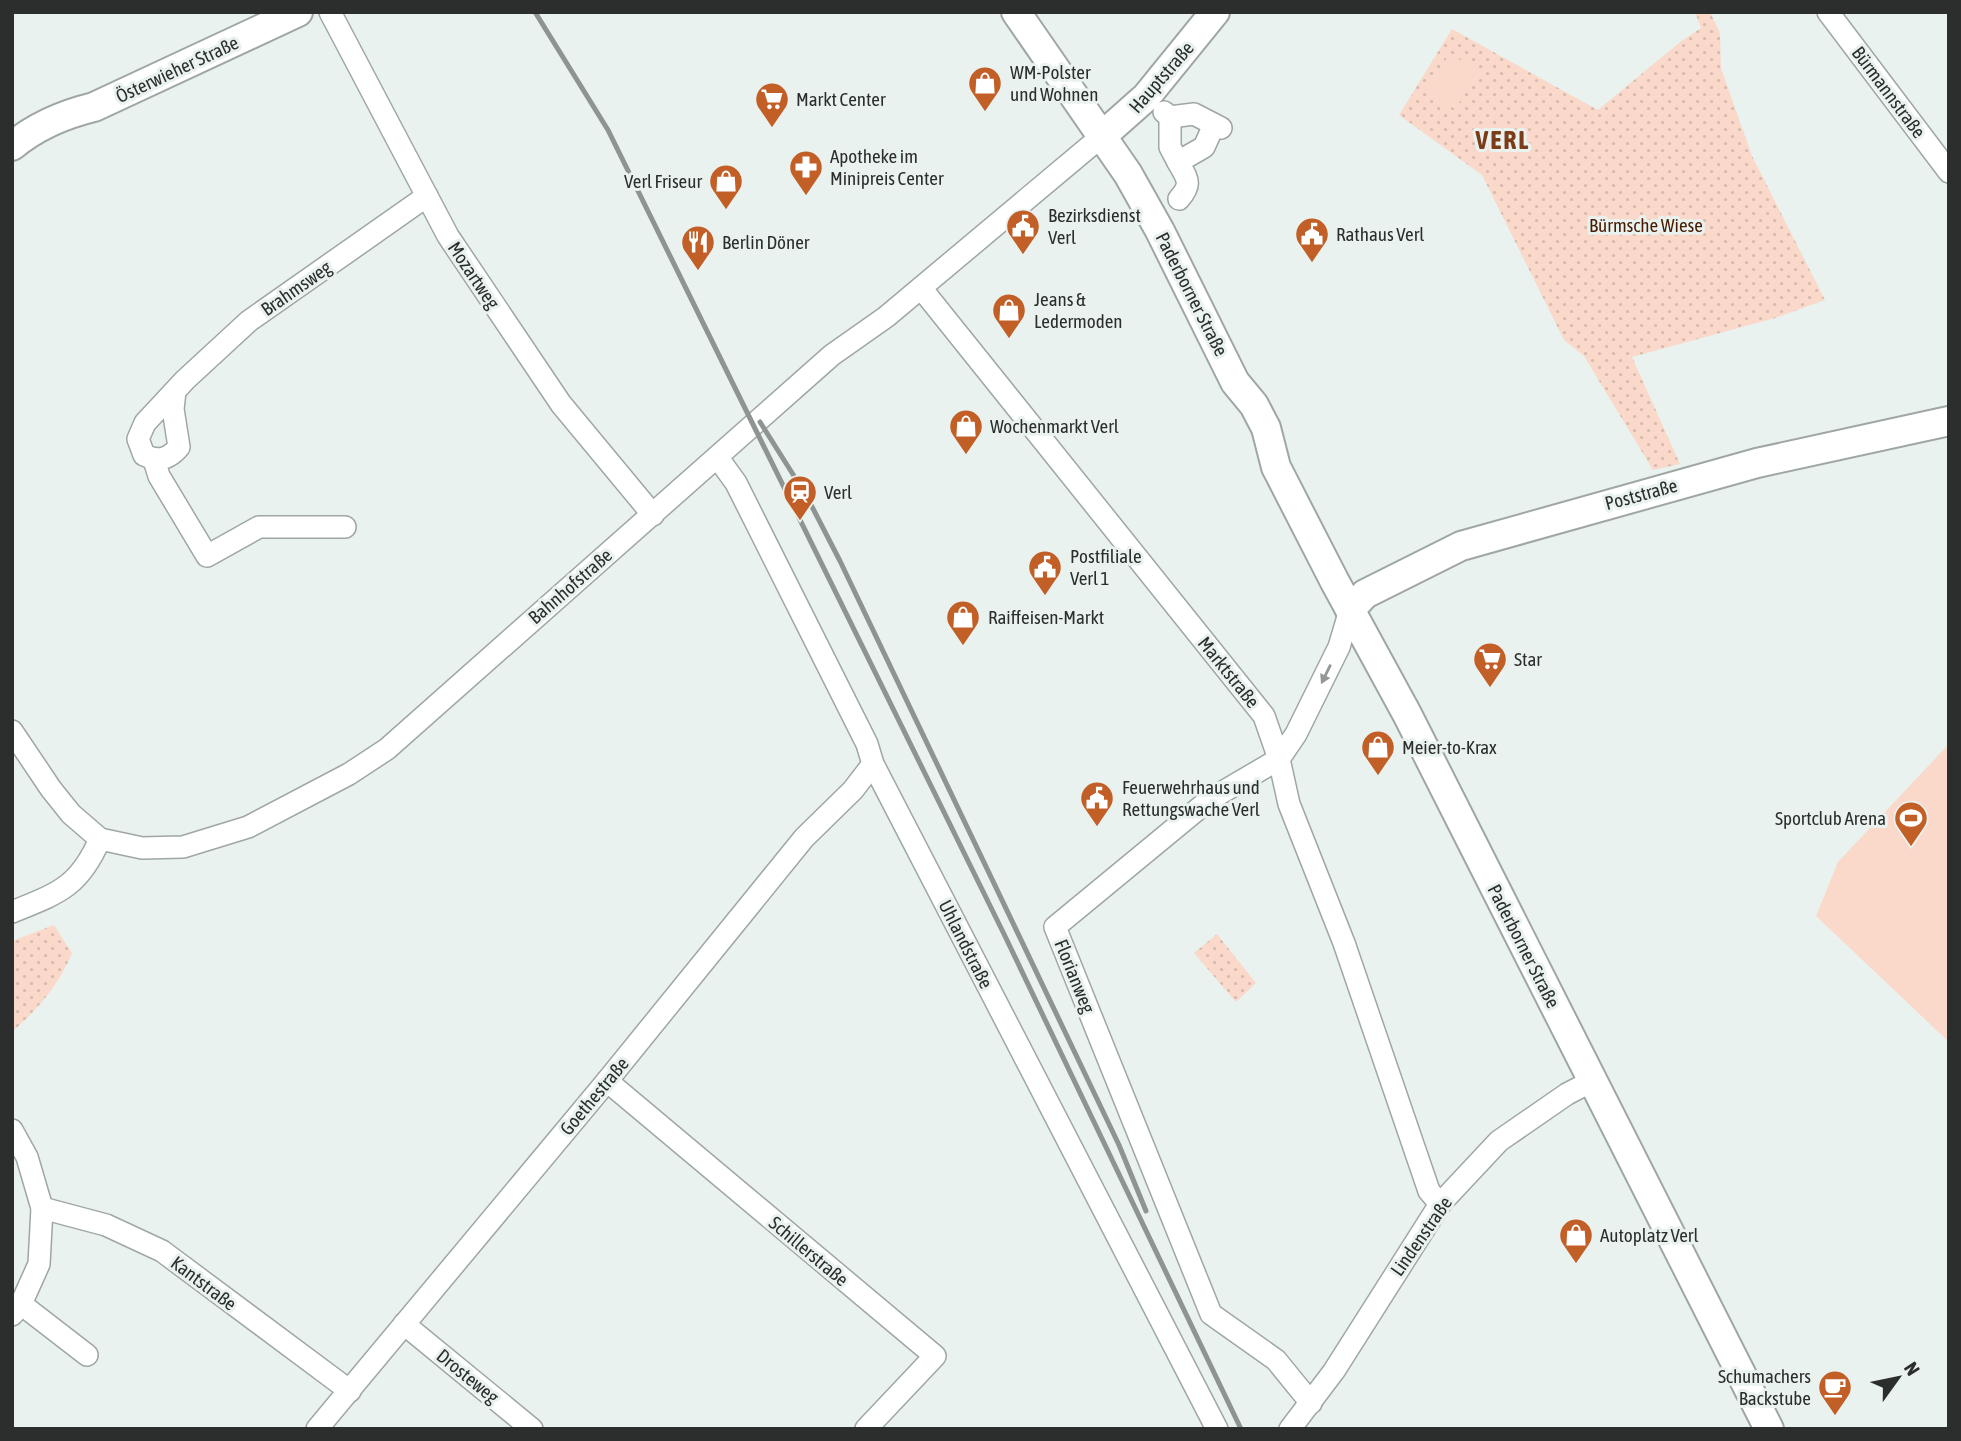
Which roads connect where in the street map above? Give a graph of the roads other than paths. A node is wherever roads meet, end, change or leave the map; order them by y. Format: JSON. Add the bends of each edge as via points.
{"nodes":[{"id":1,"x":298,"y":12,"type":"edge"},
{"id":2,"x":330,"y":12,"type":"edge"},
{"id":3,"x":1016,"y":12,"type":"edge"},
{"id":4,"x":1215,"y":12,"type":"edge"},
{"id":5,"x":1828,"y":12,"type":"edge"},
{"id":6,"x":94,"y":107,"type":"junction"},
{"id":7,"x":1102,"y":136,"type":"junction"},
{"id":8,"x":12,"y":146,"type":"edge"},
{"id":9,"x":1169,"y":156,"type":"junction"},
{"id":10,"x":12,"y":158,"type":"edge"},
{"id":11,"x":1949,"y":172,"type":"edge"},
{"id":12,"x":427,"y":196,"type":"junction"},
{"id":13,"x":1179,"y":199,"type":"dead end"},
{"id":14,"x":921,"y":288,"type":"junction"},
{"id":15,"x":175,"y":391,"type":"junction"},
{"id":16,"x":1949,"y":421,"type":"edge"},
{"id":17,"x":718,"y":458,"type":"junction"},
{"id":18,"x":154,"y":460,"type":"junction"},
{"id":19,"x":653,"y":515,"type":"junction"},
{"id":20,"x":345,"y":527,"type":"dead end"},
{"id":21,"x":1350,"y":610,"type":"junction"},
{"id":22,"x":12,"y":731,"type":"edge"},
{"id":23,"x":1279,"y":759,"type":"junction"},
{"id":24,"x":873,"y":764,"type":"junction"},
{"id":25,"x":100,"y":838,"type":"junction"},
{"id":26,"x":12,"y":912,"type":"edge"},
{"id":27,"x":607,"y":1081,"type":"junction"},
{"id":28,"x":1592,"y":1081,"type":"junction"},
{"id":29,"x":12,"y":1130,"type":"edge"},
{"id":30,"x":1440,"y":1204,"type":"junction"},
{"id":31,"x":42,"y":1208,"type":"junction"},
{"id":32,"x":17,"y":1310,"type":"edge"},
{"id":33,"x":404,"y":1324,"type":"junction"},
{"id":34,"x":87,"y":1355,"type":"dead end"},
{"id":35,"x":350,"y":1391,"type":"junction"},
{"id":36,"x":1311,"y":1403,"type":"junction"},
{"id":37,"x":317,"y":1429,"type":"edge"},
{"id":38,"x":532,"y":1429,"type":"edge"},
{"id":39,"x":866,"y":1429,"type":"edge"},
{"id":40,"x":1217,"y":1429,"type":"edge"},
{"id":41,"x":1290,"y":1429,"type":"edge"},
{"id":42,"x":1769,"y":1429,"type":"edge"}],
"edges":[{"from":1,"to":6,"type":"main road","name":"Österwieher Straße"},
{"from":2,"to":12,"type":"street","name":"Mozartweg"},
{"from":3,"to":7,"type":"main road","name":"Paderborner Straße"},
{"from":4,"to":7,"type":"main road","name":"Hauptstraße","via":[[1146,97]]},
{"from":5,"to":11,"type":"street","name":"Bürmannstraße"},
{"from":6,"to":8,"type":"main road","name":"Österwieher Straße","via":[[51,122]]},
{"from":6,"to":10,"type":"main road","name":"Österwieher Straße","via":[[60,133]]},
{"from":7,"to":14,"type":"street","name":"Bahnhofstraße"},
{"from":7,"to":21,"type":"main road","name":"Paderborner Straße","via":[[1144,201],[1235,382],[1247,425],[1276,465]]},
{"from":9,"to":9,"type":"street","via":[[1204,147],[1218,126],[1194,114],[1167,115]]},
{"from":9,"to":13,"type":"street","via":[[1188,181]]},
{"from":12,"to":15,"type":"street","name":"Brahmsweg","via":[[249,321]]},
{"from":12,"to":19,"type":"street","name":"Mozartweg","via":[[448,236],[561,404]]},
{"from":14,"to":17,"type":"street","name":"Bahnhofstraße","via":[[832,355]]},
{"from":14,"to":23,"type":"street","name":"Marktstraße","via":[[1264,716]]},
{"from":15,"to":18,"type":"street","via":[[179,446],[173,454]]},
{"from":15,"to":18,"type":"street","name":"Brahmsweg","via":[[145,422],[138,439],[144,455]]},
{"from":16,"to":21,"type":"main road","name":"Poststraße","via":[[1757,463],[1461,546],[1365,594]]},
{"from":17,"to":19,"type":"street","name":"Bahnhofstraße"},
{"from":17,"to":24,"type":"street","name":"Uhlandstraße","via":[[736,482]]},
{"from":18,"to":20,"type":"street","name":"Brahmsweg","via":[[207,556],[259,527]]},
{"from":19,"to":25,"type":"street","name":"Bahnhofstraße","via":[[387,749],[349,774],[248,827],[183,847],[142,848]]},
{"from":21,"to":23,"type":"street","name":"Florianweg","one_way":true,"via":[[1339,647]]},
{"from":21,"to":28,"type":"main road","name":"Paderborner Straße"},
{"from":22,"to":25,"type":"street","name":"Bahnhofstraße","via":[[71,814]]},
{"from":23,"to":30,"type":"street","name":"Marktstraße","via":[[1289,804],[1344,943],[1429,1191]]},
{"from":23,"to":36,"type":"street","name":"Florianweg","via":[[1209,800],[1055,927],[1211,1314],[1276,1360]]},
{"from":24,"to":27,"type":"street","name":"Goethestraße","via":[[804,838]]},
{"from":24,"to":40,"type":"street","name":"Uhlandstraße"},
{"from":25,"to":26,"type":"street","via":[[78,878],[50,897]]},
{"from":27,"to":33,"type":"street","name":"Goethestraße"},
{"from":27,"to":39,"type":"street","name":"Schillerstraße","via":[[934,1356]]},
{"from":28,"to":30,"type":"street","name":"Lindenstraße","via":[[1499,1141]]},
{"from":28,"to":42,"type":"main road","name":"Paderborner Straße"},
{"from":29,"to":31,"type":"street","via":[[27,1157]]},
{"from":30,"to":36,"type":"street","name":"Lindenstraße"},
{"from":31,"to":32,"type":"street","via":[[39,1264]]},
{"from":31,"to":35,"type":"street","name":"Kantstraße","via":[[106,1225],[162,1251]]},
{"from":32,"to":34,"type":"street"},
{"from":33,"to":35,"type":"street","name":"Goethestraße"},
{"from":33,"to":38,"type":"street","name":"Drosteweg"},
{"from":35,"to":37,"type":"street","name":"Goethestraße"},
{"from":36,"to":41,"type":"street","name":"Lindenstraße"}]}
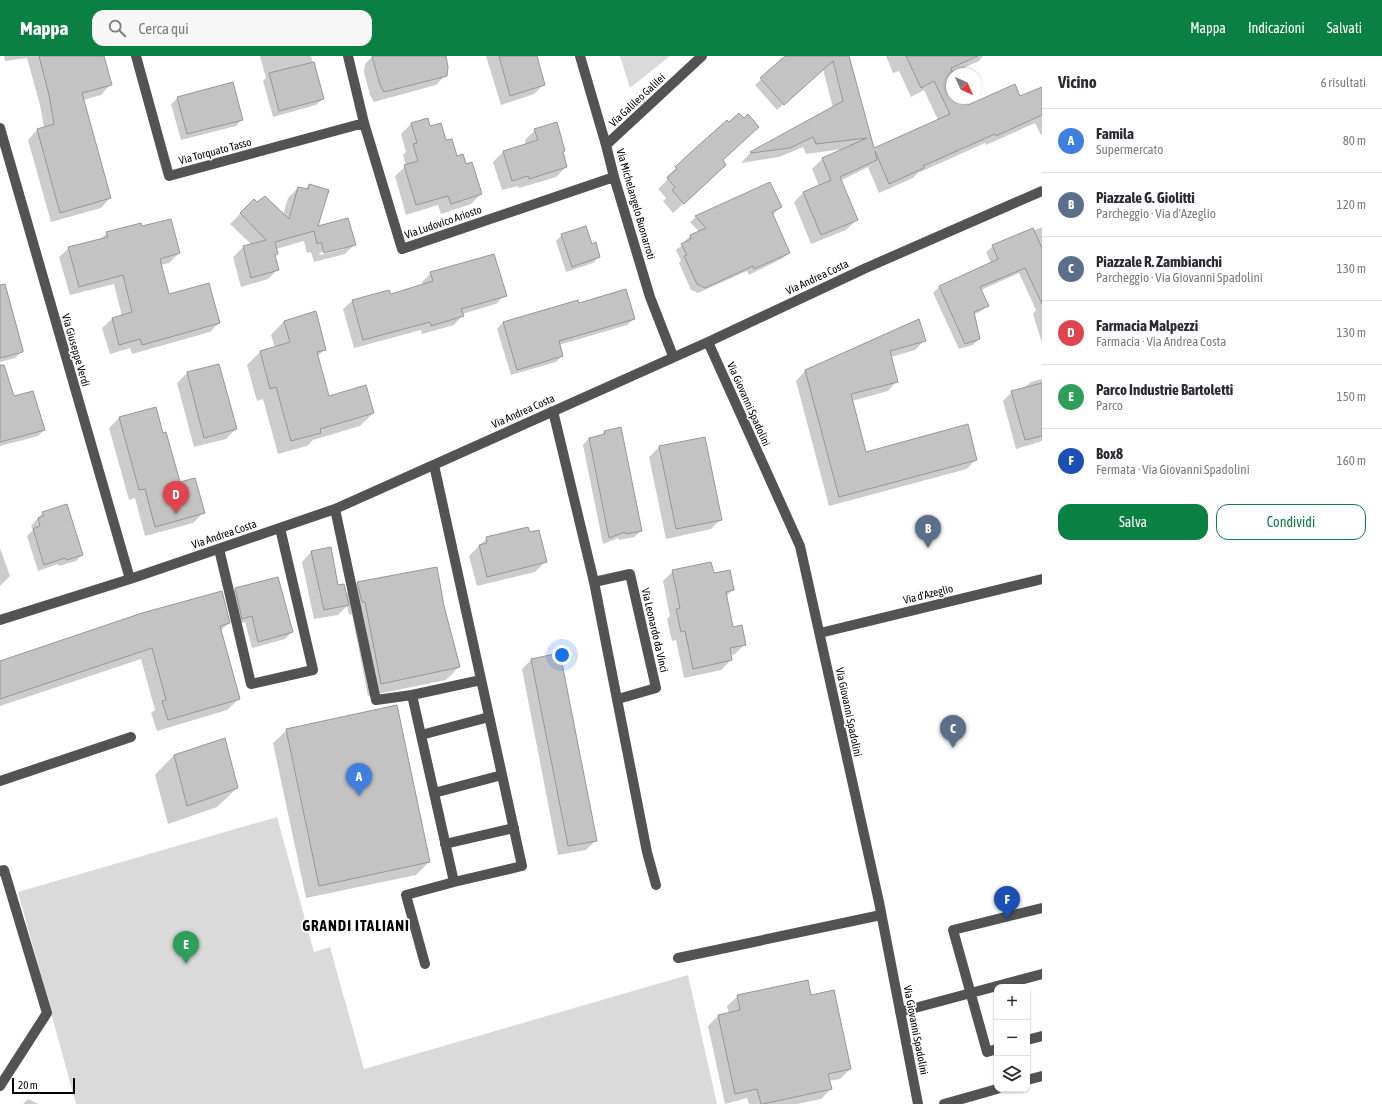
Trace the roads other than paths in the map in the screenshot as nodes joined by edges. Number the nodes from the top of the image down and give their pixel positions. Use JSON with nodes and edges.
{"nodes":[{"id":1,"x":136,"y":56,"type":"edge"},
{"id":2,"x":348,"y":56,"type":"edge"},
{"id":3,"x":580,"y":56,"type":"edge"},
{"id":4,"x":702,"y":56,"type":"edge"},
{"id":5,"x":364,"y":123,"type":"junction"},
{"id":6,"x":0,"y":128,"type":"edge"},
{"id":7,"x":606,"y":145,"type":"junction"},
{"id":8,"x":614,"y":178,"type":"junction"},
{"id":9,"x":1042,"y":191,"type":"edge"},
{"id":10,"x":708,"y":342,"type":"junction"},
{"id":11,"x":672,"y":356,"type":"junction"},
{"id":12,"x":553,"y":411,"type":"junction"},
{"id":13,"x":434,"y":465,"type":"junction"},
{"id":14,"x":335,"y":509,"type":"junction"},
{"id":15,"x":280,"y":528,"type":"junction"},
{"id":16,"x":219,"y":549,"type":"junction"},
{"id":17,"x":130,"y":579,"type":"junction"},
{"id":18,"x":1042,"y":579,"type":"edge"},
{"id":19,"x":594,"y":582,"type":"junction"},
{"id":20,"x":0,"y":620,"type":"edge"},
{"id":21,"x":820,"y":633,"type":"junction"},
{"id":22,"x":481,"y":680,"type":"junction"},
{"id":23,"x":412,"y":694,"type":"junction"},
{"id":24,"x":618,"y":699,"type":"junction"},
{"id":25,"x":489,"y":717,"type":"junction"},
{"id":26,"x":421,"y":735,"type":"junction"},
{"id":27,"x":131,"y":737,"type":"dead end"},
{"id":28,"x":502,"y":775,"type":"junction"},
{"id":29,"x":0,"y":781,"type":"edge"},
{"id":30,"x":434,"y":793,"type":"junction"},
{"id":31,"x":514,"y":828,"type":"junction"},
{"id":32,"x":445,"y":844,"type":"junction"},
{"id":33,"x":0,"y":871,"type":"edge"},
{"id":34,"x":454,"y":882,"type":"junction"},
{"id":35,"x":656,"y":885,"type":"dead end"},
{"id":36,"x":1042,"y":908,"type":"edge"},
{"id":37,"x":881,"y":915,"type":"junction"},
{"id":38,"x":678,"y":958,"type":"dead end"},
{"id":39,"x":425,"y":964,"type":"dead end"},
{"id":40,"x":1042,"y":974,"type":"edge"},
{"id":41,"x":971,"y":993,"type":"junction"},
{"id":42,"x":900,"y":1012,"type":"junction"},
{"id":43,"x":1042,"y":1036,"type":"edge"},
{"id":44,"x":1030,"y":1039,"type":"edge"},
{"id":45,"x":994,"y":1050,"type":"edge"},
{"id":46,"x":1042,"y":1076,"type":"edge"},
{"id":47,"x":1030,"y":1079,"type":"edge"},
{"id":48,"x":0,"y":1086,"type":"edge"},
{"id":49,"x":994,"y":1090,"type":"edge"},
{"id":50,"x":918,"y":1104,"type":"edge"},
{"id":51,"x":944,"y":1104,"type":"edge"}],
"edges":[{"from":1,"to":5,"type":"street","name":"Via Torquato Tasso"},
{"from":2,"to":5,"type":"street","name":"Via Ludovico Ariosto"},
{"from":3,"to":7,"type":"street","name":"Via Michelangelo Buonarroti"},
{"from":4,"to":7,"type":"street","name":"Via Galileo Galilei"},
{"from":5,"to":8,"type":"street","name":"Via Ludovico Ariosto"},
{"from":6,"to":17,"type":"street","name":"Via Giuseppe Verdi"},
{"from":7,"to":8,"type":"street","name":"Via Michelangelo Buonarroti"},
{"from":8,"to":11,"type":"street","name":"Via Michelangelo Buonarroti"},
{"from":9,"to":10,"type":"street","name":"Via Andrea Costa"},
{"from":10,"to":11,"type":"street","name":"Via Andrea Costa"},
{"from":10,"to":21,"type":"street","name":"Via Giovanni Spadolini"},
{"from":11,"to":12,"type":"street","name":"Via Andrea Costa"},
{"from":12,"to":13,"type":"street","name":"Via Andrea Costa"},
{"from":12,"to":19,"type":"street"},
{"from":13,"to":14,"type":"street","name":"Via Andrea Costa"},
{"from":13,"to":22,"type":"street"},
{"from":14,"to":15,"type":"street","name":"Via Andrea Costa"},
{"from":14,"to":23,"type":"street"},
{"from":15,"to":16,"type":"street","name":"Via Andrea Costa"},
{"from":15,"to":16,"type":"street"},
{"from":16,"to":17,"type":"street","name":"Via Andrea Costa"},
{"from":17,"to":20,"type":"street","name":"Via Andrea Costa"},
{"from":18,"to":21,"type":"street","name":"Via d'Azeglio"},
{"from":19,"to":24,"type":"street"},
{"from":19,"to":24,"type":"street","name":"Via Leonardo da Vinci"},
{"from":21,"to":37,"type":"street","name":"Via Giovanni Spadolini"},
{"from":22,"to":23,"type":"street"},
{"from":22,"to":25,"type":"street"},
{"from":23,"to":26,"type":"street"},
{"from":24,"to":35,"type":"street"},
{"from":25,"to":26,"type":"street"},
{"from":25,"to":28,"type":"street"},
{"from":26,"to":30,"type":"street"},
{"from":27,"to":29,"type":"street"},
{"from":28,"to":30,"type":"street"},
{"from":28,"to":31,"type":"street"},
{"from":30,"to":32,"type":"street"},
{"from":31,"to":32,"type":"street"},
{"from":31,"to":34,"type":"street"},
{"from":32,"to":34,"type":"street"},
{"from":33,"to":48,"type":"street"},
{"from":34,"to":39,"type":"street"},
{"from":36,"to":41,"type":"street"},
{"from":37,"to":38,"type":"street"},
{"from":37,"to":42,"type":"street","name":"Via Giovanni Spadolini"},
{"from":40,"to":41,"type":"street"},
{"from":41,"to":42,"type":"street"},
{"from":41,"to":45,"type":"street"},
{"from":42,"to":50,"type":"street","name":"Via Giovanni Spadolini"},
{"from":43,"to":44,"type":"street"},
{"from":46,"to":47,"type":"street"},
{"from":49,"to":51,"type":"street"}]}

■ Task details
Every line of the material that holds the word "Buonarroti" must be found and copied.

■ Your response
{"from":3,"to":7,"type":"street","name":"Via Michelangelo Buonarroti"},
{"from":7,"to":8,"type":"street","name":"Via Michelangelo Buonarroti"},
{"from":8,"to":11,"type":"street","name":"Via Michelangelo Buonarroti"},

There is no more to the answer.